Collected data
──────────────────────────────
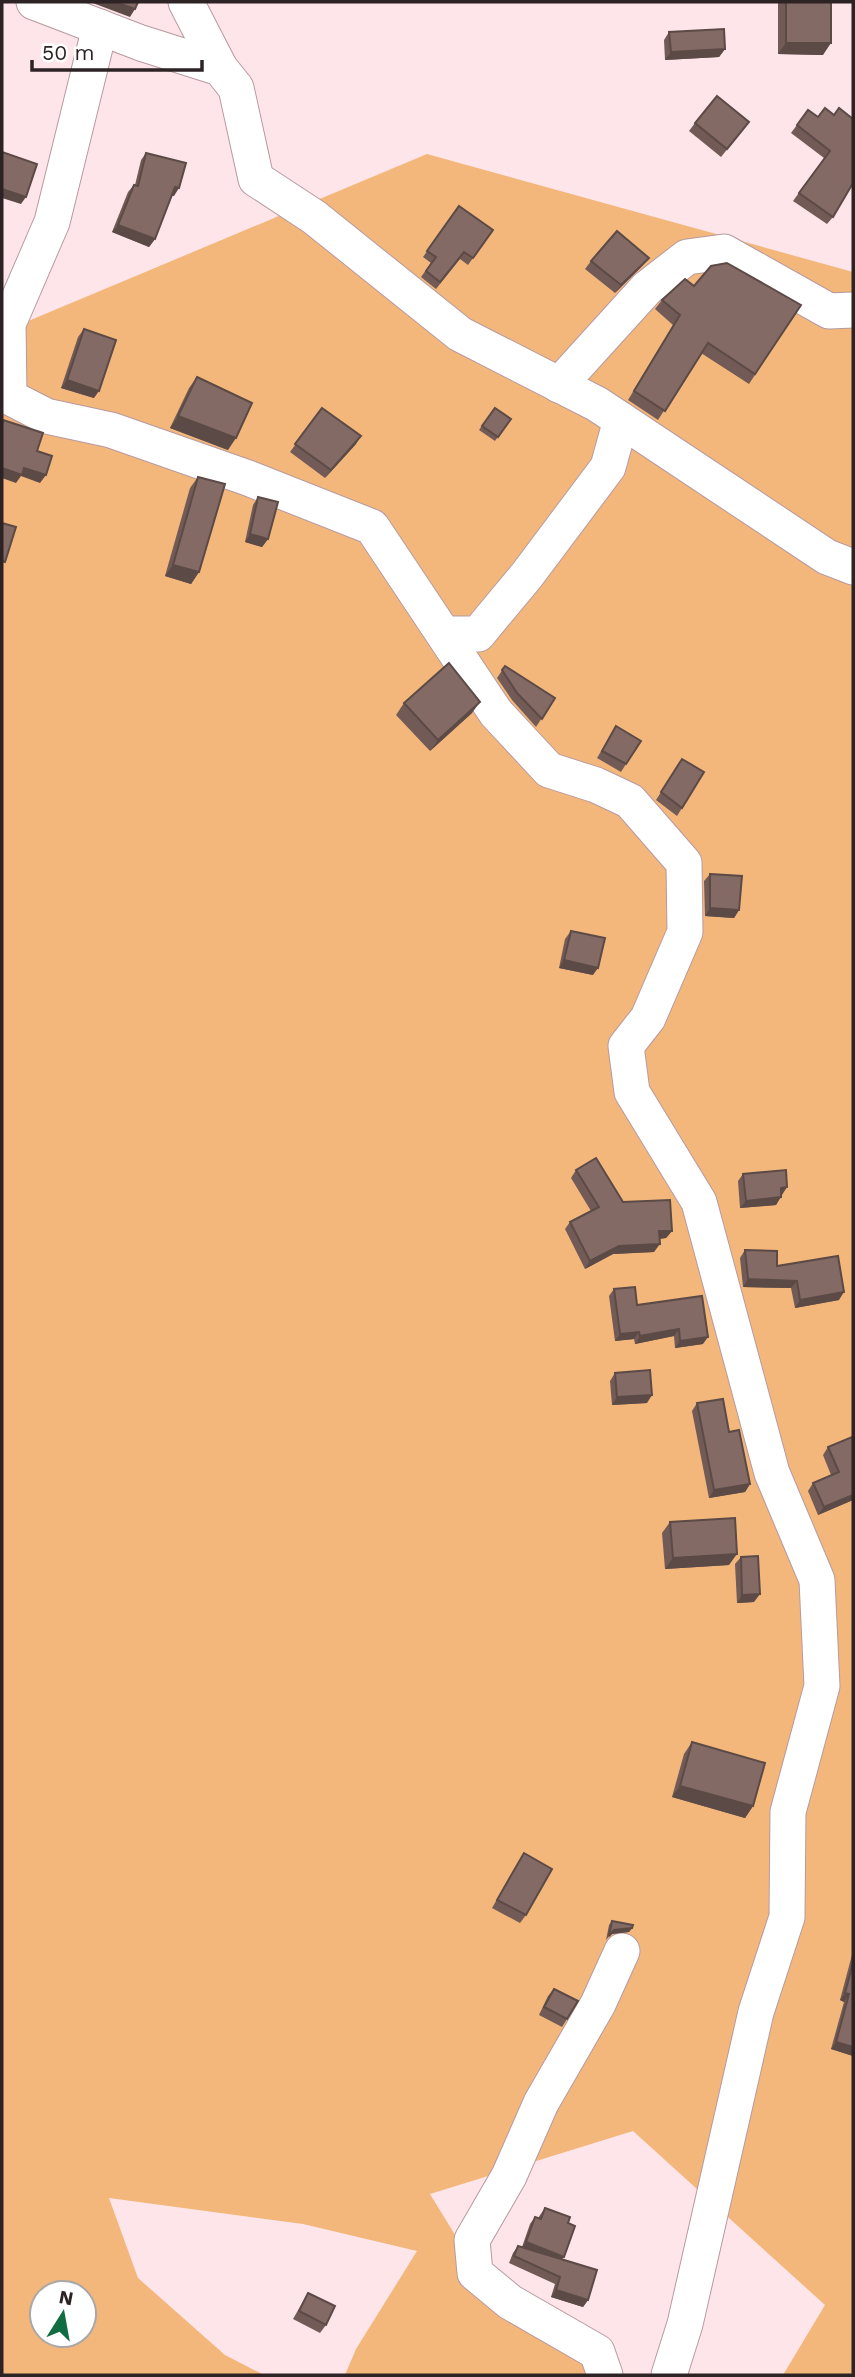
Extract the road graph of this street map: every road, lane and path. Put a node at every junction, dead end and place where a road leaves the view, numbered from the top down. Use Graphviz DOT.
graph roads {
  1 [pos="34,2"];
  2 [pos="186,2"];
  3 [pos="100,27"];
  4 [pos="220,68"];
  5 [pos="853,310"];
  6 [pos="559,385"];
  7 [pos="621,420"];
  8 [pos="853,567"];
  9 [pos="445,634"];
  10 [pos="622,1951"];
  11 [pos="605,2375"];
  12 [pos="669,2375"];
  1 -- 3 [label="street"];
  2 -- 4 [label="street"];
  3 -- 4 [label="street"];
  3 -- 9 [label="street"];
  4 -- 6 [label="street"];
  5 -- 6 [label="street"];
  6 -- 7 [label="street"];
  7 -- 8 [label="street"];
  7 -- 9 [label="street"];
  9 -- 12 [label="street"];
  10 -- 11 [label="street"];
}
──────────────────────────────
Problem statement:
Write out the data once more exactly, omitting the pictures.

Result for this exercise:
Extract the road graph of this street map: every road, lane and path. Put a node at every junction, dead end and place where a road leaves the view, numbered from the top down. Use Graphviz DOT.
graph roads {
  1 [pos="34,2"];
  2 [pos="186,2"];
  3 [pos="100,27"];
  4 [pos="220,68"];
  5 [pos="853,310"];
  6 [pos="559,385"];
  7 [pos="621,420"];
  8 [pos="853,567"];
  9 [pos="445,634"];
  10 [pos="622,1951"];
  11 [pos="605,2375"];
  12 [pos="669,2375"];
  1 -- 3 [label="street"];
  2 -- 4 [label="street"];
  3 -- 4 [label="street"];
  3 -- 9 [label="street"];
  4 -- 6 [label="street"];
  5 -- 6 [label="street"];
  6 -- 7 [label="street"];
  7 -- 8 [label="street"];
  7 -- 9 [label="street"];
  9 -- 12 [label="street"];
  10 -- 11 [label="street"];
}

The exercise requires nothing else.